Your assignment —
Go over the data and work out how many lines include the word "Torres". Give that number only.

-- Source material follows --

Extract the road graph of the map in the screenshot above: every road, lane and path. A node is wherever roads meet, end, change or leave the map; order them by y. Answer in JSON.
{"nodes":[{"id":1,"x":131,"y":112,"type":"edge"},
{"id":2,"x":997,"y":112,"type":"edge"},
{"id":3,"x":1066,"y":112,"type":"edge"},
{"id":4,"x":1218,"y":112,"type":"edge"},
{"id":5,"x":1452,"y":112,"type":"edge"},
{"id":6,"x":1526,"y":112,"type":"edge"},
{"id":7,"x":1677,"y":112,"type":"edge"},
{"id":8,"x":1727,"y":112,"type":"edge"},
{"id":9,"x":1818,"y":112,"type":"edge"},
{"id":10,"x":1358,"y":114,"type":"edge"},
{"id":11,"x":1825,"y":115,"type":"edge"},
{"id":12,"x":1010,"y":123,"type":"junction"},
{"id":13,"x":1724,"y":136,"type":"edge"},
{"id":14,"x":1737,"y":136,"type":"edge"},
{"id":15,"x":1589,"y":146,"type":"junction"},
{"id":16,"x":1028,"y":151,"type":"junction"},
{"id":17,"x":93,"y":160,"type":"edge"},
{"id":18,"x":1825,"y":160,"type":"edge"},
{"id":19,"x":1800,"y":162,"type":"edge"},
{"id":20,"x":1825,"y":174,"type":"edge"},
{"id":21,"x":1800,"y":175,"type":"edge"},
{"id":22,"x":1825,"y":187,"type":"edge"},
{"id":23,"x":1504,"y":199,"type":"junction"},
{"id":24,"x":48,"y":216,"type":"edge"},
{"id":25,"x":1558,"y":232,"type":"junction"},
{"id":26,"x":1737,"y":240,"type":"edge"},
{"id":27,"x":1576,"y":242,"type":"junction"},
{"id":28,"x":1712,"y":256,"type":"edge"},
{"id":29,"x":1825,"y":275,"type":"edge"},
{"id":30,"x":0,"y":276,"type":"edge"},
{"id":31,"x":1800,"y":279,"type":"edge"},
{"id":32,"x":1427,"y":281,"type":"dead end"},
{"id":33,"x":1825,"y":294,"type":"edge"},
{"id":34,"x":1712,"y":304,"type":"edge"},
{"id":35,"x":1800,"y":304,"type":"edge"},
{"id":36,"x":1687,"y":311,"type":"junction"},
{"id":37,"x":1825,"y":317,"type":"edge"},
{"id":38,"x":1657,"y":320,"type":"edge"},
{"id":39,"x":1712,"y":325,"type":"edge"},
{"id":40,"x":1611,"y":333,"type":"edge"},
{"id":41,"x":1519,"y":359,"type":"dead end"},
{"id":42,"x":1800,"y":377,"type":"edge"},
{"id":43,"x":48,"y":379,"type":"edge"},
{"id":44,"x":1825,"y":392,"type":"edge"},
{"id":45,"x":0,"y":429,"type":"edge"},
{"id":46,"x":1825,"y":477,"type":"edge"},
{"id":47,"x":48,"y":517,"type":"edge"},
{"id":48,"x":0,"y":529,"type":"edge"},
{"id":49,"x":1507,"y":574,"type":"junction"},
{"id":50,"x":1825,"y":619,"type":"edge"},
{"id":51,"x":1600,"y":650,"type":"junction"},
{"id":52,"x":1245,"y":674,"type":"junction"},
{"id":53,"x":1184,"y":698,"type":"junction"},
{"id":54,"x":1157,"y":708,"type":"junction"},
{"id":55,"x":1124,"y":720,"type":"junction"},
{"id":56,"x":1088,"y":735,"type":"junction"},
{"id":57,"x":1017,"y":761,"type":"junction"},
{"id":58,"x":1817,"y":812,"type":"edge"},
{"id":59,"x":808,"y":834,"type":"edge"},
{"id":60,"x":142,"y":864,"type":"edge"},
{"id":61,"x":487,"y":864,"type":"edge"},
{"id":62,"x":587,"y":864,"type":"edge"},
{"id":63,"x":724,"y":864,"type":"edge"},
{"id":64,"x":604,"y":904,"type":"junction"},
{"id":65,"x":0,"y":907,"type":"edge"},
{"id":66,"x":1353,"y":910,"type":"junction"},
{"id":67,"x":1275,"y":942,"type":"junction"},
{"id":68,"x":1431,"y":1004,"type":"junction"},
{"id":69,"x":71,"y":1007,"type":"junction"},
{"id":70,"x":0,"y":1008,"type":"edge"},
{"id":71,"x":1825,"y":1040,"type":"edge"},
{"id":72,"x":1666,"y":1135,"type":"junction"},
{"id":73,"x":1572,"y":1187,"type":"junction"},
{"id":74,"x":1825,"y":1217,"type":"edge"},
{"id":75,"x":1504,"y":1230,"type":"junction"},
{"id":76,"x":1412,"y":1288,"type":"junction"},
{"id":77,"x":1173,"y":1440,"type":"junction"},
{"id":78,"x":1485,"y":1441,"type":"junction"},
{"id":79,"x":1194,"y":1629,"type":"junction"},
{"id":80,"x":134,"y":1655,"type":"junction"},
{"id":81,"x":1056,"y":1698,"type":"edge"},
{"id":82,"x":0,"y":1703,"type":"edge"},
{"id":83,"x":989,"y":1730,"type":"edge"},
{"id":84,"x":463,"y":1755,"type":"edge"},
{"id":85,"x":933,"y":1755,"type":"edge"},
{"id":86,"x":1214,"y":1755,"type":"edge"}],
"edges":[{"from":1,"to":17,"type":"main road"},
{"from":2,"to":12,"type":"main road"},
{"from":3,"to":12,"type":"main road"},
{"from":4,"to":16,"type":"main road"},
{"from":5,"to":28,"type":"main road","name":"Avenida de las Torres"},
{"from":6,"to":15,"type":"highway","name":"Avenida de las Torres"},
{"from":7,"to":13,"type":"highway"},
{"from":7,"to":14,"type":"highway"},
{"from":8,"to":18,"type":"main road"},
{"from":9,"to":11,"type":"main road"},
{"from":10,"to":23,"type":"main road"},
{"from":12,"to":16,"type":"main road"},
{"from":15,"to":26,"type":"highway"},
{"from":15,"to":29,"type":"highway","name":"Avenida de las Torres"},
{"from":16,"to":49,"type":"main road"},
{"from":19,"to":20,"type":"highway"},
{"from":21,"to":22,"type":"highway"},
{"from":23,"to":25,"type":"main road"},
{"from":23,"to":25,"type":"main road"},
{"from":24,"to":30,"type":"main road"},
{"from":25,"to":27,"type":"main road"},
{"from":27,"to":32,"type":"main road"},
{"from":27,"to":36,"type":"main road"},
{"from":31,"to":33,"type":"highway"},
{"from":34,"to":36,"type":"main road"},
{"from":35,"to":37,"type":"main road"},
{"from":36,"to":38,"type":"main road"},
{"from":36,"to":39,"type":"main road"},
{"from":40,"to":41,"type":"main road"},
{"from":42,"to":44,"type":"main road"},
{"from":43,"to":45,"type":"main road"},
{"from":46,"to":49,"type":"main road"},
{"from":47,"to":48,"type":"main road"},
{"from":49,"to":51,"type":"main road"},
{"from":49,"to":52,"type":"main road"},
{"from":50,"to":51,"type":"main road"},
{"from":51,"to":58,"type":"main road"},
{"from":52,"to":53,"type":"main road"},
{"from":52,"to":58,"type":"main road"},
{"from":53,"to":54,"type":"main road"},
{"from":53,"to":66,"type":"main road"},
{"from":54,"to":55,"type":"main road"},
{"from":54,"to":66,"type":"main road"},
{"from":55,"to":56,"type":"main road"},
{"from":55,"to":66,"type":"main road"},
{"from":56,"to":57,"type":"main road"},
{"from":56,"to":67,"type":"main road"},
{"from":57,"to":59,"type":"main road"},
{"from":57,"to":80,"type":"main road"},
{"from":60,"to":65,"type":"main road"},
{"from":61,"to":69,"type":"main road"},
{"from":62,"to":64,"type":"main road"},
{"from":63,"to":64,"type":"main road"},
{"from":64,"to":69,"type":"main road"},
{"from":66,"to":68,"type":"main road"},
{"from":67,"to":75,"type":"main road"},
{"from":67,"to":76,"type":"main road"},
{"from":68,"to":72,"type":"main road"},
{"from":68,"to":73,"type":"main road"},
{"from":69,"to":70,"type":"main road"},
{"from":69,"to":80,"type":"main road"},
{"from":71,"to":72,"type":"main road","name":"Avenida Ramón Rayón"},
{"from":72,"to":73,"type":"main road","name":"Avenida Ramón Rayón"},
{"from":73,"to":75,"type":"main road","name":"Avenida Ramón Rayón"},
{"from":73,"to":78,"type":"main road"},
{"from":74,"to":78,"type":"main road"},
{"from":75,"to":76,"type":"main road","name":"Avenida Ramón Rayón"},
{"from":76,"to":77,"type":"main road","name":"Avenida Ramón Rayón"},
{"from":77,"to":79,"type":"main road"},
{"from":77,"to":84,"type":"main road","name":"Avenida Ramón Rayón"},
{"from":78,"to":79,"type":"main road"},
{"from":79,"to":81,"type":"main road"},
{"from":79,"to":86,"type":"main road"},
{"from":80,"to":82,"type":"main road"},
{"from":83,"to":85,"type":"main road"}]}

-- Source material concluded --

Result of this exercise —
3